(Source records Opens)

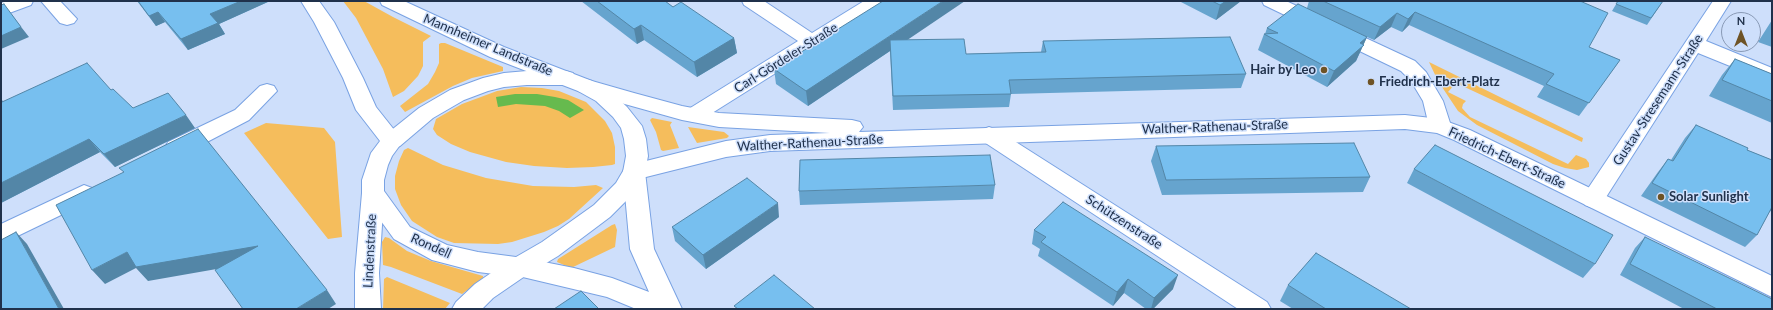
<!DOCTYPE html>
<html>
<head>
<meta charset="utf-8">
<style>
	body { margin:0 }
	#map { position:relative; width:1773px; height:310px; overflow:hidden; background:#cedffb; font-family:Lato,sans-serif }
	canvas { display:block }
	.frame { position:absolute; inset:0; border:2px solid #20314b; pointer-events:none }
	.north { position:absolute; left:1721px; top:12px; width:40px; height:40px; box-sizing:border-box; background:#cedffb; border:1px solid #8899b5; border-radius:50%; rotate:0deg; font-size:11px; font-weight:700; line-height:16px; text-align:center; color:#20314b }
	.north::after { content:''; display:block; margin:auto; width:14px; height:18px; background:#6e5325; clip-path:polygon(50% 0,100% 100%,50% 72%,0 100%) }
</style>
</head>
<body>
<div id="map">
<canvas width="1773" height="310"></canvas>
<div class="frame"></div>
<div class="north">N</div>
</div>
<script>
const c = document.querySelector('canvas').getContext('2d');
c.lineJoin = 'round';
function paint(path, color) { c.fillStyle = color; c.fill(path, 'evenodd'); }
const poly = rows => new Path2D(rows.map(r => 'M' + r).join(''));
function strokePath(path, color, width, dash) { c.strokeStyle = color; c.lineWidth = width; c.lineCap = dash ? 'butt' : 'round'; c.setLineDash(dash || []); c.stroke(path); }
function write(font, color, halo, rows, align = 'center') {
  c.font = font + ' Lato,sans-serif'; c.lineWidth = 3; c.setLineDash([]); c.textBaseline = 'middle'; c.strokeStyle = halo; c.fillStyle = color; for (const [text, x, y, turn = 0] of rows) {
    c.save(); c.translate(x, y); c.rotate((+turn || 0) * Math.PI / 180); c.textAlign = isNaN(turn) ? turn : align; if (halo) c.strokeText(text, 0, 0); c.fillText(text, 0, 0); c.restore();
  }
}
paint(poly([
	[343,1,364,1,393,17,431,36,423,42,423,66,418,76,404,91,393,97,383,69,356,18],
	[441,43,445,43,503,67,503,71,472,78,453,86,405,112,400,106,428,84,435,72,439,63,439,44],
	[1429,62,1583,138,1582,142,1456,83,1448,92,1466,101,1463,104,1462,108,1470,117,1568,164,1576,155,1586,159,1589,163,1589,167,1577,170,1565,168,1553,164,1477,125,1458,111,1438,81],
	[521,87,542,88,559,91,586,102,605,121,612,133,615,147,615,164,612,165,593,167,567,168,534,166,506,162,470,152,451,144,437,135,433,129,436,119,462,104,497,91],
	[652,118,672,122,670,125,679,148,663,151,661,150,656,132,650,120],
	[266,123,324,128,335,142,342,237,328,239,244,133],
	[688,127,724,132,729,136,727,138,697,143],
	[408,148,443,165,486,178,533,186,574,187,596,185,603,188,569,219,558,226,544,232,512,242,498,244,454,243,437,237,412,221,401,205,395,189,395,176,399,161,404,150],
	[615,224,617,230,615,247,571,268,557,262,558,259,612,225],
	[385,237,389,238,407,251,431,261,483,276,483,279,462,294,391,267,383,265,382,242],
	[387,277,450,303,445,309,383,309,384,279]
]), '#f5bd5c');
paint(poly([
	[515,94,537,94,555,97,568,100,584,110,570,118,559,111,545,106,516,104,498,107,496,97]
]), '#66ba4e');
const minor = poly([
	[7,1,33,1,31,5,1,16,1,3,7,1],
	[41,1,60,1,77,19,74,23,67,25,60,23,41,1],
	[742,1,764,1,812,33,864,1,886,1,884,5,701,120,694,122,687,120,683,115,687,110,798,41,744,5,742,1],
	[1262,1,1286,1,1415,61,1426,72,1443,101,1451,126,1448,131,1440,133,1432,131,1429,126,1423,101,1411,81,1401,71,1264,5,1262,1],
	[1713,1,1731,1,1706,41,1772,68,1772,83,1698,53,1601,205,1593,208,1585,205,1582,199,1585,193,1713,1],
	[267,84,274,86,277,91,249,120,184,154,176,156,168,154,165,148,168,142,235,110,260,86,267,84],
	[989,127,997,130,1267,302,1271,309,1238,309,981,140,978,135,981,130,989,127],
	[634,164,642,166,645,172,654,249,682,309,636,309,607,297,510,274,507,267,510,260,519,257,574,268,612,278,649,292,630,249,623,172,626,166,634,164],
	[84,185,92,188,95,194,92,200,1,244,1,224,84,185]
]);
const tertiary = poly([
	[527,71,566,71,573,73,576,78,573,83,566,85,527,85,504,87,488,91,464,100,433,118,400,146,392,149,384,146,381,141,384,136,419,108,450,90,483,78,504,73,527,71],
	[585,79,592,81,610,91,627,107,642,126,646,139,648,156,645,172,642,178,634,180,626,178,623,172,626,156,624,139,621,128,613,117,596,101,578,91,575,86,578,81,585,79],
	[373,184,381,187,384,193,379,273,381,309,355,309,355,273,362,193,365,187,373,184],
	[519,257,528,260,531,267,528,274,493,298,482,309,452,309,456,302,475,284,510,260,519,257]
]);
const secondary = poly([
	[301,1,319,1,334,22,363,78,376,107,403,141,392,156,388,165,384,180,384,191,410,227,447,245,478,252,516,257,542,242,594,205,616,183,626,166,726,141,770,135,830,133,719,127,682,120,578,91,490,57,382,5,380,1,404,1,504,47,592,81,634,93,682,106,719,113,852,120,860,122,863,127,859,132,1405,115,1440,119,1470,130,1772,276,1772,297,1454,140,1437,133,1405,129,770,151,726,157,642,178,632,195,610,217,558,256,528,274,519,277,478,272,432,260,394,239,365,199,362,193,362,180,371,153,380,141,356,110,343,78,314,22,301,1]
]);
strokePath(minor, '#79a2e3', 2);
strokePath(tertiary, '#79a2e3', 2);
strokePath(secondary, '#79a2e3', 2);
paint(minor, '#fff');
paint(tertiary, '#fff');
paint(secondary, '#fff');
paint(poly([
	[137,1,270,1,219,24,225,34,188,50,165,22,156,26],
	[581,1,665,1,673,7,734,38,737,53,697,77,644,40,637,44],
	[1179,1,1241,1,1216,20],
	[1309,1,1580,1,1589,47,1620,60,1579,116,1537,97,1544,86,1409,25,1402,32,1391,27,1374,40,1367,37,1356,61,1327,87,1258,50,1264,34,1265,34,1267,28,1307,8],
	[1618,1,1663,1,1647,25,1612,11],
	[1772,20,1772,47,1758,42],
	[907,40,966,54,1041,52,1043,41,1246,74,1241,88,1011,94,1009,107,893,110,890,51,808,106,776,84,774,69],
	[1735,59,1772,74,1772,123,1709,96,1722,75],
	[111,90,133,108,195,128,115,167,100,152,1,203,1,99,4,102],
	[1696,125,1747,150,1772,160,1772,212,1770,211,1757,235,1745,247,1641,196,1658,172,1668,159,1671,160,1685,138],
	[1156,146,1370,177,1363,192,1162,195,1151,161],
	[1414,169,1595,264,1583,278,1407,183],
	[995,185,993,199,800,205,799,191],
	[779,217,706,269,675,241,672,227],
	[1034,230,1173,289,1153,309,1146,309,1124,293,1113,306,1038,256,1040,249,1032,244],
	[1645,237,1772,309,1684,309,1620,275,1635,248],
	[1288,285,1411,309,1293,309,1280,301]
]), '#66a4ce');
paint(poly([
	[241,1,270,1,219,24,225,34,188,50,181,39,210,14],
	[943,1,965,1,891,51,890,40,890,51,808,106,806,91],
	[1226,1,1241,1,1216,20,1220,5],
	[158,12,165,22,156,26,149,16],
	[1415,12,1409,25,1402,32,1408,19],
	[1397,13,1391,27,1374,40,1380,27],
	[11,14,29,37,1,49,1,36],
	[641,25,644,40,637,44,634,29],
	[1367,37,1356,61,1327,87,1334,71,1360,43],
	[734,38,737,53,697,77,694,62],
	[186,115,195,128,115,167,104,154],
	[89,139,100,152,1,203,1,183],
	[778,203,779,217,706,269,703,255],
	[16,232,27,244,64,309,59,309],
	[258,246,268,260,148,281,136,268,105,284,92,270,127,252],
	[1178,275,1173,289,1153,309,1151,309,1154,298],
	[1128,279,1124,293,1113,306,1117,292],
	[327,290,336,304,328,309,296,309]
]), '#5386a7');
const building = poly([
	[138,1,241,1,210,14,218,23,181,39,158,12,149,16,138,1],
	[597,1,665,1,673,7,681,2,734,38,694,62,641,25,634,29,597,1],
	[883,1,943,1,806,91,774,69,883,1],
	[1212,1,1226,1,1220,5,1212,1],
	[1323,1,1580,1,1608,13,1589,47,1620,60,1589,103,1546,84,1554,74,1415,12,1408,19,1397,13,1380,27,1323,1],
	[1618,1,1663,1,1651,18,1616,4,1618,1],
	[4,4,21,27,1,36,1,5,4,4],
	[1298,4,1367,37,1360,43,1364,45,1334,71,1264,34,1278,33,1267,28,1298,4],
	[1230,37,1246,74,1009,80,1011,94,893,96,890,40,964,39,966,54,1046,52,1043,41,1230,37],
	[1735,59,1772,74,1772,101,1722,80,1735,59],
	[87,63,111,90,113,89,133,108,168,93,186,115,104,154,89,139,1,183,1,100,2,102,87,63],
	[1696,125,1748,148,1747,150,1772,160,1772,207,1757,235,1652,183,1668,159,1673,161,1696,125],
	[198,129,327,290,296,309,243,309,215,270,258,246,136,267,127,252,92,270,56,205,124,172,119,168,198,129],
	[1354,143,1370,177,1166,180,1156,146,1354,143],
	[1435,145,1613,235,1595,264,1414,169,1435,145],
	[990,155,995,185,799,191,800,160,990,155],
	[747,178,778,203,703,255,672,227,747,178],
	[1063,202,1178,275,1154,298,1128,279,1117,292,1041,242,1046,237,1034,230,1063,202],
	[16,232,59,309,1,309,1,240,16,232],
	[1645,237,1772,299,1772,309,1717,309,1630,264,1645,237],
	[1316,253,1411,309,1326,309,1288,285,1316,253],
	[774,275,815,309,738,309,734,306,774,275],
	[581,291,599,309,554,309,581,291]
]);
paint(building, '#77bfef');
strokePath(building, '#5386a7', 1);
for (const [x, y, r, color] of [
	[1324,70,4,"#6e5325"],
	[1371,82,4,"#6e5325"],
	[1661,197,4,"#6e5325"]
]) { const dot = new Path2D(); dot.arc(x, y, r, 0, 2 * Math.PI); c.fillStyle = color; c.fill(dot); strokePath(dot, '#cedffb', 1.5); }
write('13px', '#20314b', '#cedffb', [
	["Mannheimer Landstraße",488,45,23],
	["Carl-Gördeler-Straße",786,58,-32],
	["Gustav-Stresemann-Straße",1658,100,-57],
	["Walther-Rathenau-Straße",1215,127,-2],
	["Walther-Rathenau-Straße",810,143,-3],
	["Friedrich-Ebert-Straße",1507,158,25],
	["Schützenstraße",1124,222,33],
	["Rondell",431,246,24],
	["Lindenstraße",370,251,-87]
]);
write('bold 13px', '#20314b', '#cedffb', [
	["Hair by Leo",1316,70,"right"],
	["Friedrich-Ebert-Platz",1379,82],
	["Solar Sunlight",1669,197]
], 'left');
</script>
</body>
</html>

(Source records Closes)

» **Your task**
Return all lines from the entries that contain the string "strokeStyle".

» **Reply**
function strokePath(path, color, width, dash) { c.strokeStyle = color; c.lineWidth = width; c.lineCap = dash ? 'butt' : 'round'; c.setLineDash(dash || []); c.stroke(path); }
  c.font = font + ' Lato,sans-serif'; c.lineWidth = 3; c.setLineDash([]); c.textBaseline = 'middle'; c.strokeStyle = halo; c.fillStyle = color; for (const [text, x, y, turn = 0] of rows) {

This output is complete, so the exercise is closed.